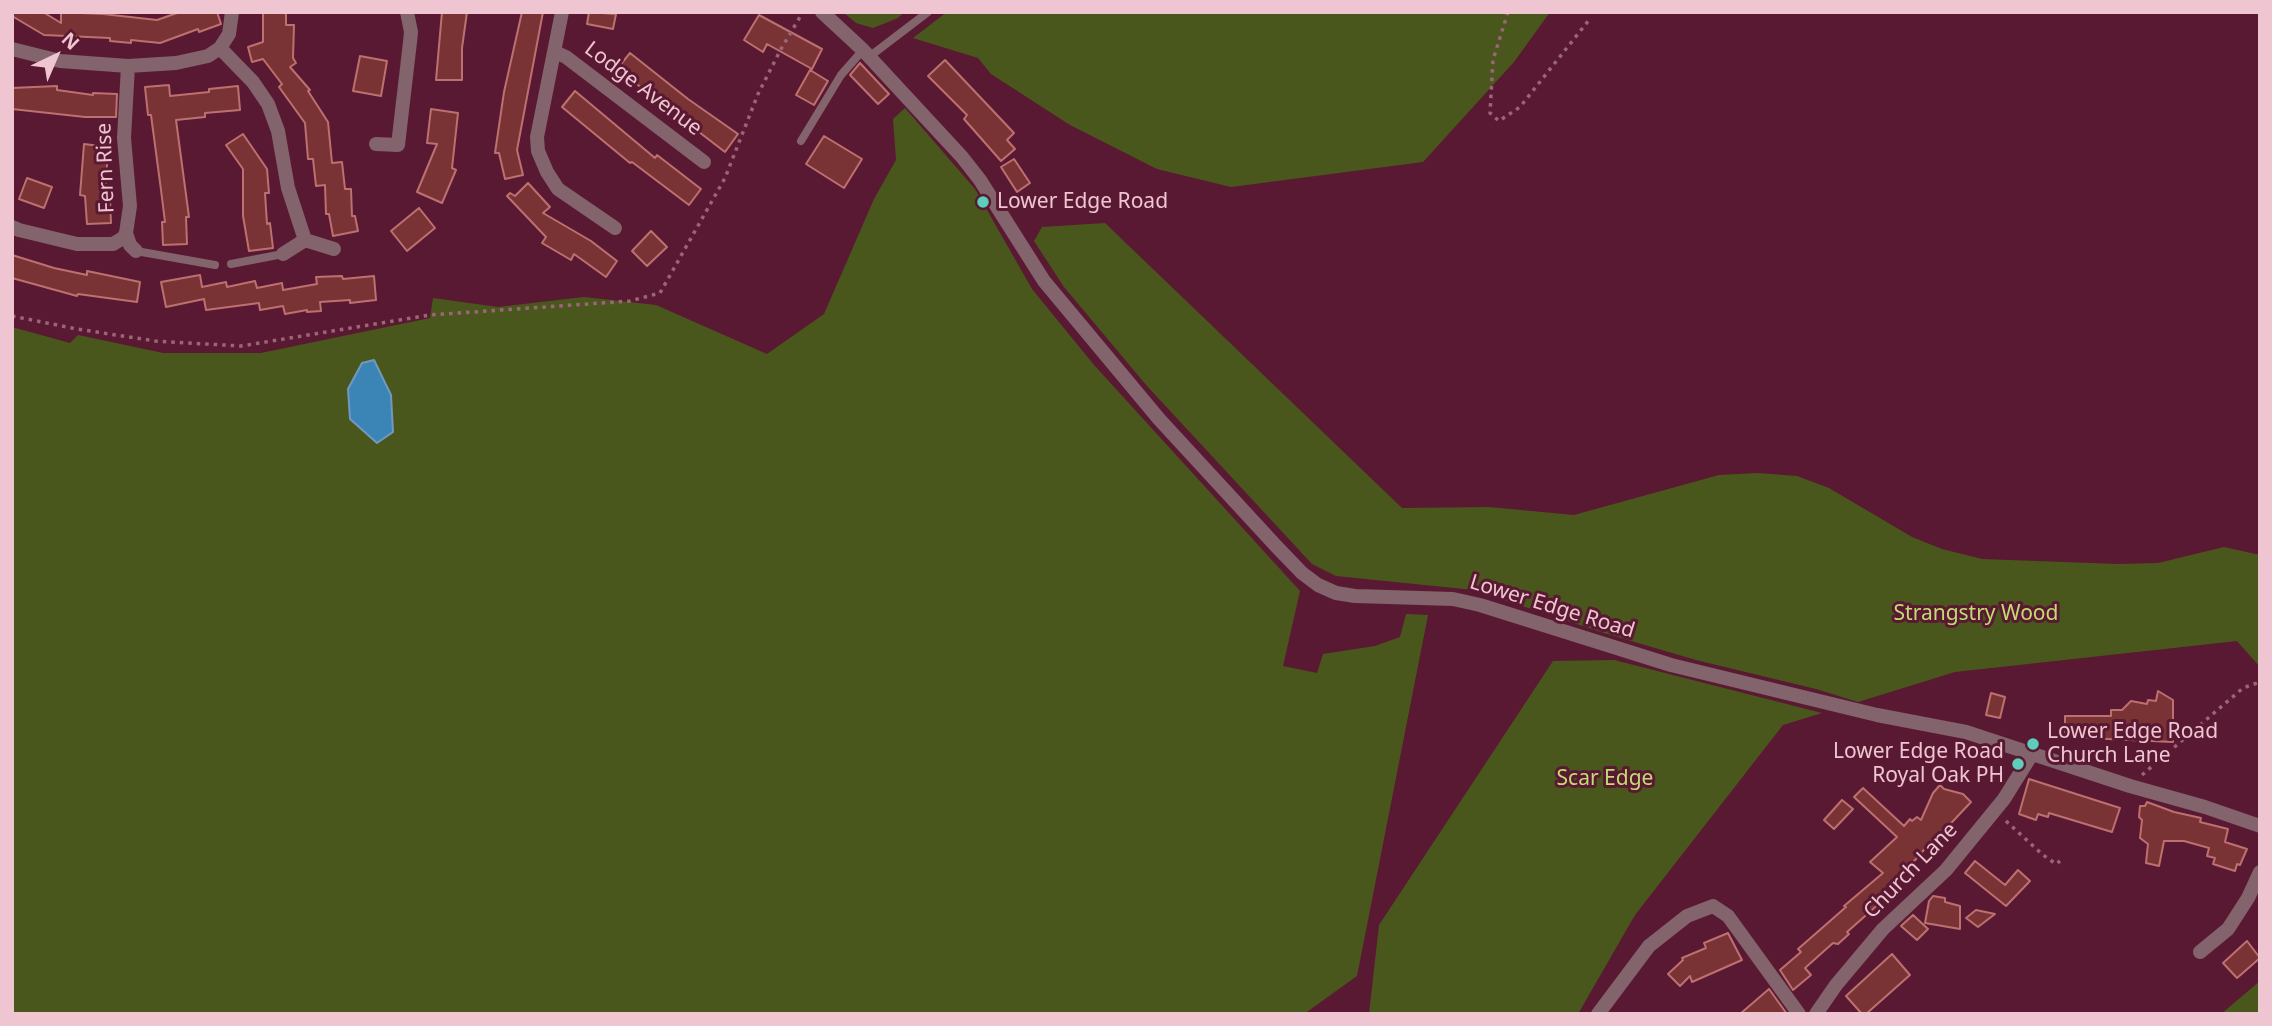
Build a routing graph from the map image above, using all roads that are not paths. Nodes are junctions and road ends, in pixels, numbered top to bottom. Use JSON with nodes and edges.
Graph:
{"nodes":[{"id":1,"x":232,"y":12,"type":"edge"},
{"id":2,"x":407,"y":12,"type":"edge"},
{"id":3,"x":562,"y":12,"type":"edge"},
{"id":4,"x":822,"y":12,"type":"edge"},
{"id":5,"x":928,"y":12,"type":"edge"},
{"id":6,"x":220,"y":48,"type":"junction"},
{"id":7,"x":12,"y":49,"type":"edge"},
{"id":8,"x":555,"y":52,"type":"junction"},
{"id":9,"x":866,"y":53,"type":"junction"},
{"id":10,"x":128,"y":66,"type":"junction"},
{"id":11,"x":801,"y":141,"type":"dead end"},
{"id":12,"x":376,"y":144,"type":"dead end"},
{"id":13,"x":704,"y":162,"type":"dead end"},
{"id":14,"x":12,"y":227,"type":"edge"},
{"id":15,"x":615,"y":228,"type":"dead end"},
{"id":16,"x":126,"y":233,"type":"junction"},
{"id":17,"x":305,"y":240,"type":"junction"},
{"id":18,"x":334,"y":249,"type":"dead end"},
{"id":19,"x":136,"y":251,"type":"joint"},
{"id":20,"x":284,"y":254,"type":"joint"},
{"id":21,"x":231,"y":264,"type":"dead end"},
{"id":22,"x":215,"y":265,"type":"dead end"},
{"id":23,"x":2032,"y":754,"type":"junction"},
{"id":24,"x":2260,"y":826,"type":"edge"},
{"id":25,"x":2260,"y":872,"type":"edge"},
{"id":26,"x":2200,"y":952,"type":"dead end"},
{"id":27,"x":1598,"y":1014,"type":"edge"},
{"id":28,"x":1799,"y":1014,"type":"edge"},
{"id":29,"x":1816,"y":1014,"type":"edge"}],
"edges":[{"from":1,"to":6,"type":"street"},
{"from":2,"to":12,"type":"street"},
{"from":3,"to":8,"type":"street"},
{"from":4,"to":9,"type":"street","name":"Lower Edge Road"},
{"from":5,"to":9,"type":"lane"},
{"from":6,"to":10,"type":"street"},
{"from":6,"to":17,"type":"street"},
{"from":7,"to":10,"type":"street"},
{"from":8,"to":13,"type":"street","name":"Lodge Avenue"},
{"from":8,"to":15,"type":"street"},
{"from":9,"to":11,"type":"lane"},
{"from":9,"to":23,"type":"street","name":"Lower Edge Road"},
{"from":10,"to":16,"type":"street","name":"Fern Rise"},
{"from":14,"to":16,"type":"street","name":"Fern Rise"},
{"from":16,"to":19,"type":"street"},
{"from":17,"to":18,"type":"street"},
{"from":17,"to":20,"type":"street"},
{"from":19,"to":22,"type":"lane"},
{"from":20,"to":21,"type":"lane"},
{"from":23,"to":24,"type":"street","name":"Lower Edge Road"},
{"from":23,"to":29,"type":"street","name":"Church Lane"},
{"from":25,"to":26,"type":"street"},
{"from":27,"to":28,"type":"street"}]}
* * *
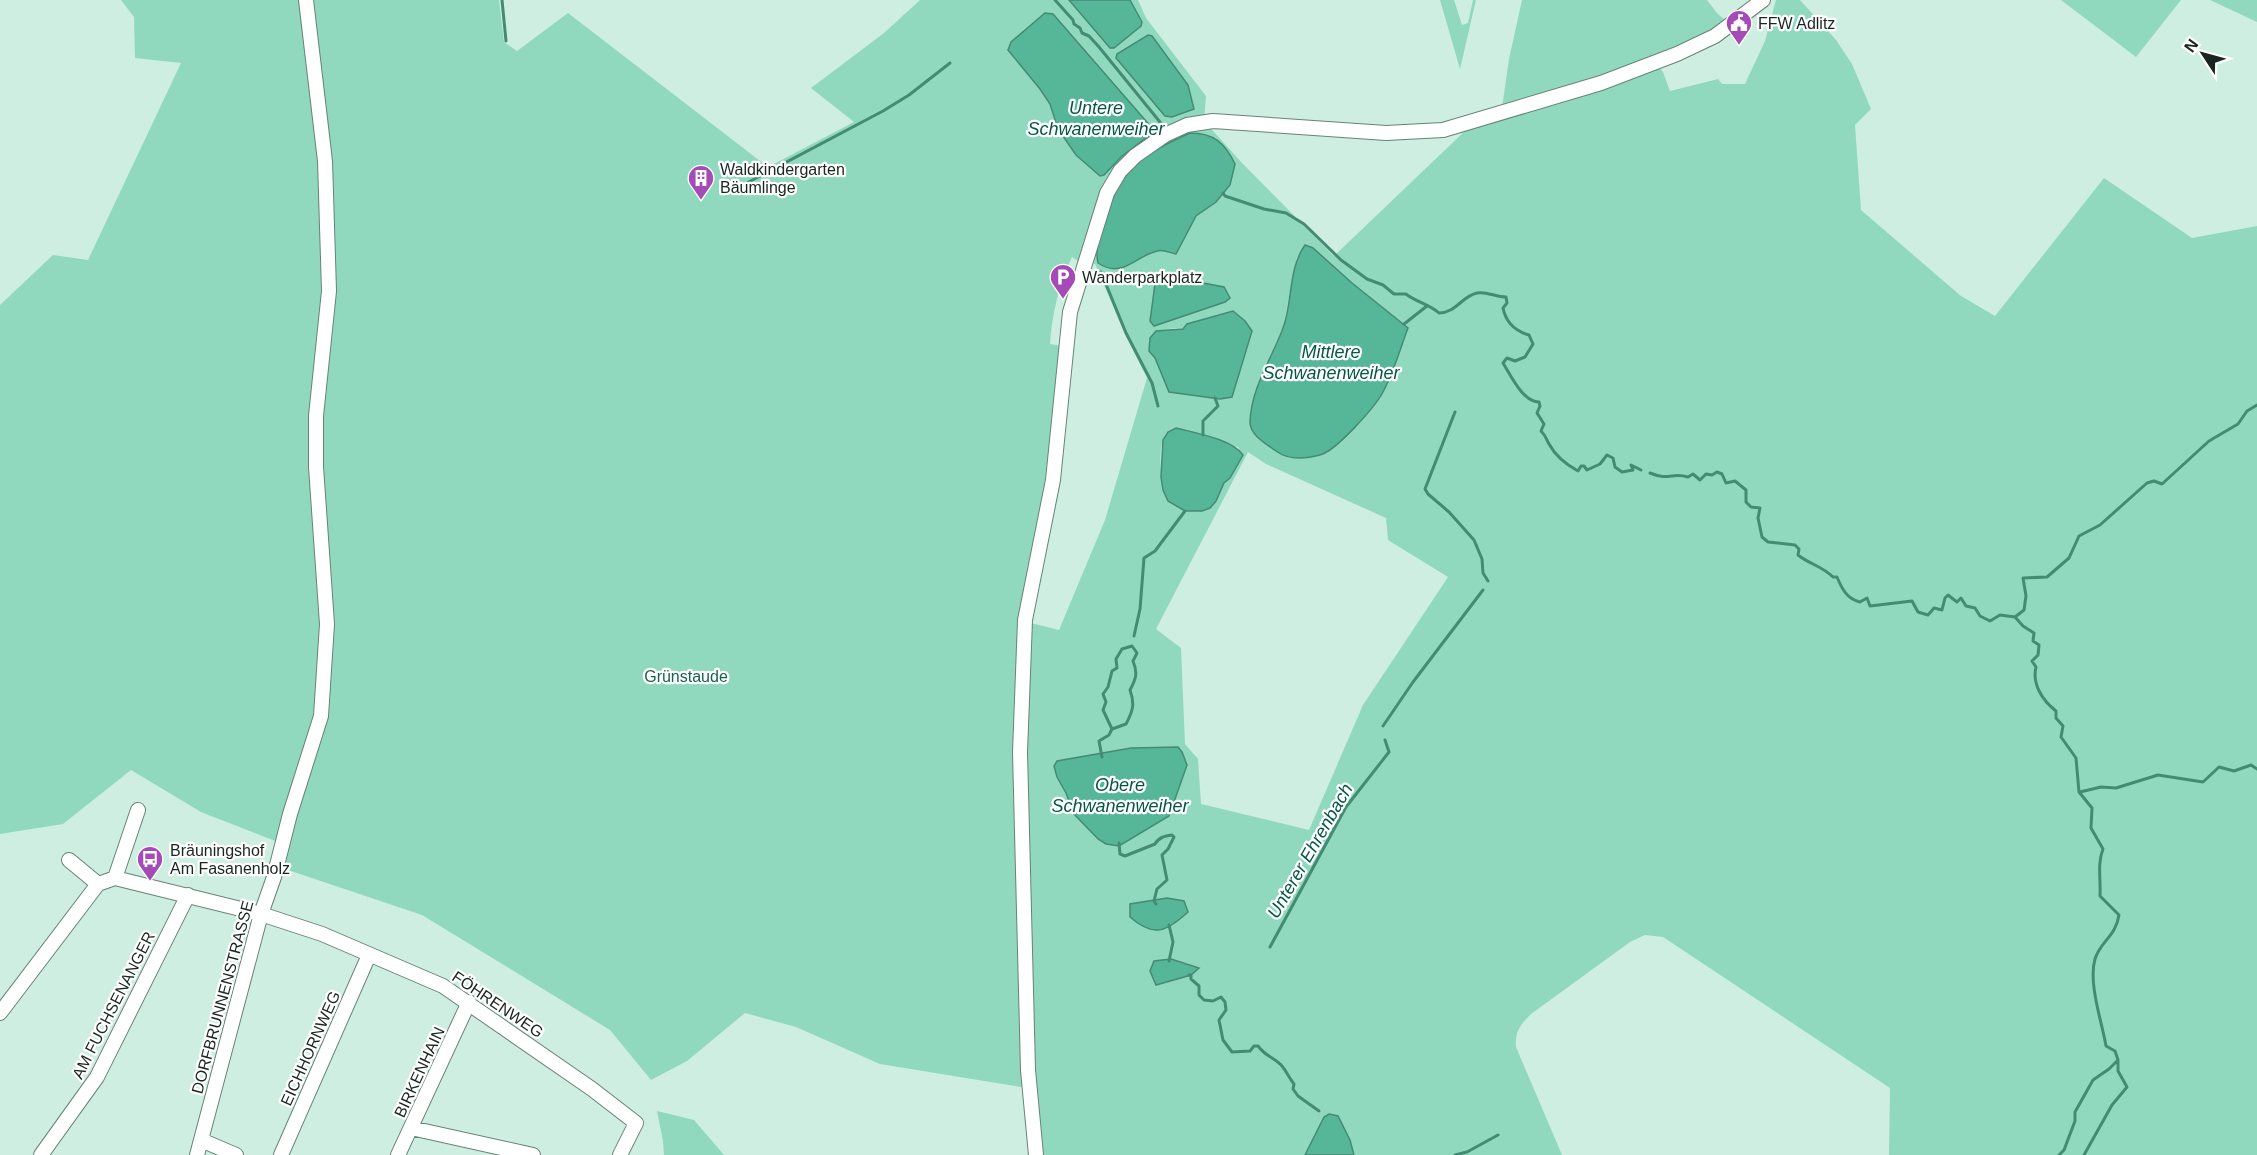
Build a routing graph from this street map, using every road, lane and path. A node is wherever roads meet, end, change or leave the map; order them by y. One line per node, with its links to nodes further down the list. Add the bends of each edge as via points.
...
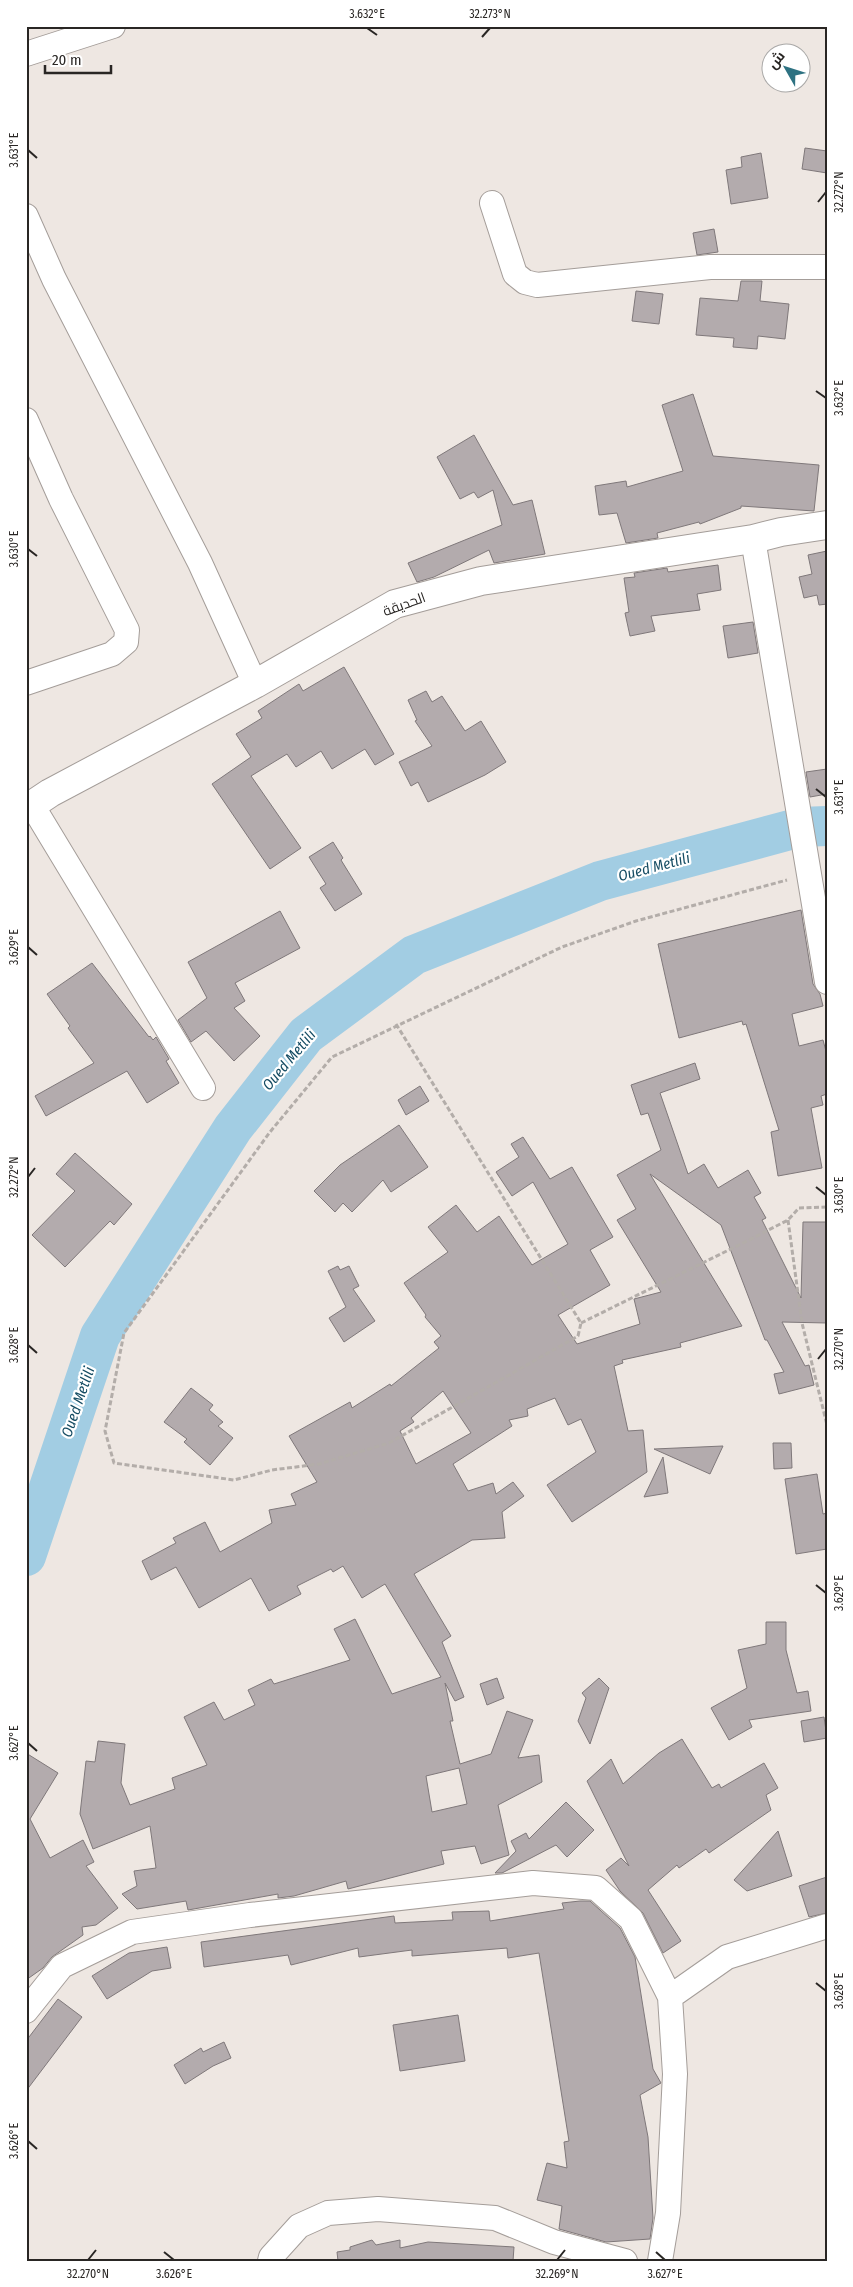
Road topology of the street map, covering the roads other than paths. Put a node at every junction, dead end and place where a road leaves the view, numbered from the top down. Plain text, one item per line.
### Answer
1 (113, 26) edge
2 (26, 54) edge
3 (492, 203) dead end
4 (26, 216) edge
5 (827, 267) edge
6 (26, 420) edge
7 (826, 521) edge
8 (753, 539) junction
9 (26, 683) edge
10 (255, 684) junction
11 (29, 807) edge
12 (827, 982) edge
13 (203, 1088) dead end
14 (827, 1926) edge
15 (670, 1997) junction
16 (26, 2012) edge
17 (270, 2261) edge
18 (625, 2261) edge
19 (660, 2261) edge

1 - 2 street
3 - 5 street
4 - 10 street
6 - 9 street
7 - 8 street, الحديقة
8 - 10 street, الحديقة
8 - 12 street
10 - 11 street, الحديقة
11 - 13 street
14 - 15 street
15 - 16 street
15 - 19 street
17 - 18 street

What to produce. How many lines of the listing hold the string "paths"? Give the number alone.

Answer space. 2